BOSTON — Later this decade the name "BankAmerica" may not be an exaggeration.
The San Francisco-based bank could well have branches in nearly every state in the country, instead of in just nine Western states as at present.
BankAmerica Corp. will have competition nationwide. Steven Felgren, a finance professor at Northeastern University here, forecasts that "in several years" there will be five to 10 "national banks" with branches in most states.
By law, most commercial banks can have deposit-taking branches only in a single state or region. But legislation that would end barriers to national banking is moving through Congress. It could pass this fall, Mr. Felgren says.
Major banks are gearing up for that possibility.
BankAmerica and Security Pacific Corp. announced Monday a stock-swap merger worth nearly $4 billion. The combined bank, if approved by regulators, will be the second-largest in the nation with more than $190 billion in assets. (Citicorp, with $217 billion, is first.) BankAmerica, the surviving name, will operate in 10 Western states.
Weeks earlier, two other pairs of large banks announced mergers. Chemical Banking Corp. and Manufacturers Hanover Corp., with assets totaling $135 billion, agreed last month to combine. NCNB Corp. and C&S/Sovran Corp., with assets totaling $118 billion, also decided to merge.
"The number of banks should shrink," says Gary Gorton, a professor of finance at the Wharton School of Finance in Philadelphia. "There are too many banks chasing after too few good loans."
"We are going to see a lot of mergers in the next few years," agrees Allan Meltzer, an economist at Carnegie-Mellon University in Pittsburgh.

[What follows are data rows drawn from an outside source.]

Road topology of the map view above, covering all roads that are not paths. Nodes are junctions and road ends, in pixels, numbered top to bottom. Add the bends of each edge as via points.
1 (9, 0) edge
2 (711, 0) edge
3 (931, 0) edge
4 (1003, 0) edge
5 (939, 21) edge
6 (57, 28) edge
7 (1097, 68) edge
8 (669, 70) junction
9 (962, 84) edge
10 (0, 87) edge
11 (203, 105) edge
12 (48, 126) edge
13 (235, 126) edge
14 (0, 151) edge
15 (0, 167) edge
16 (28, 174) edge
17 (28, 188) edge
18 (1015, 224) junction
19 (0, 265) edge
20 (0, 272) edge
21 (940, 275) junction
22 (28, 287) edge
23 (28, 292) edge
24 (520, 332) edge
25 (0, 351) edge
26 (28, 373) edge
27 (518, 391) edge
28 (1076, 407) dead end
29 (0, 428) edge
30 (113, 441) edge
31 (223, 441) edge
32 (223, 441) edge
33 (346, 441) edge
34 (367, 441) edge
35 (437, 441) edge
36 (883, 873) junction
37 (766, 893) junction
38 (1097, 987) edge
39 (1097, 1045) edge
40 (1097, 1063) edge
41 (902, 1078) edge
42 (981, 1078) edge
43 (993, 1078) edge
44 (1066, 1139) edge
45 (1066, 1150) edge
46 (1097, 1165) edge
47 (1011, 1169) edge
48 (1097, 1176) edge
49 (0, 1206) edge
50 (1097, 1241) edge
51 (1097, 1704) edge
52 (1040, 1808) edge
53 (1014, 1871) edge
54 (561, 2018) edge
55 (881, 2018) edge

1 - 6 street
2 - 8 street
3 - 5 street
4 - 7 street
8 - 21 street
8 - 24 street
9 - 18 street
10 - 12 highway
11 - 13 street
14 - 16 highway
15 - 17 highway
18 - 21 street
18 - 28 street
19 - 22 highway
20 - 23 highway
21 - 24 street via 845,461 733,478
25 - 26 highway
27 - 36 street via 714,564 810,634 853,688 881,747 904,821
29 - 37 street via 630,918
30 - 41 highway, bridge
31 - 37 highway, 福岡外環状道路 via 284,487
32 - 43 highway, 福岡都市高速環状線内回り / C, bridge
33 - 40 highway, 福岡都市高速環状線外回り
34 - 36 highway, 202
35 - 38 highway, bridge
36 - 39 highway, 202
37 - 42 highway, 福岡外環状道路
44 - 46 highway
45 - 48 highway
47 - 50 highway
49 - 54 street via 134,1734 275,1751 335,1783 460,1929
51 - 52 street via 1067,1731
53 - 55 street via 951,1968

The nation has about 12,000 commercial banks, vastly more than other industrial nation.
John Ballantyne, banking professor at Babson College in Wellesley, Mass., guesses that the number of banks might drop to 9,000 in several years. One reason for consolidation is that banks have lost an enormous amount of market share in the financing business. They now provide around 25 percent to 30 percent of the nation's credit needs, compared with 80 percent or 90 percent a few decades ago, notes Dr. Meltzer.
Financially sound major corporations now can raise most of the money they require more cheaply through commercial paper.
And interest rate deregulation in 1980 boosted the average cost of money for banks -- to the advantage of depositors.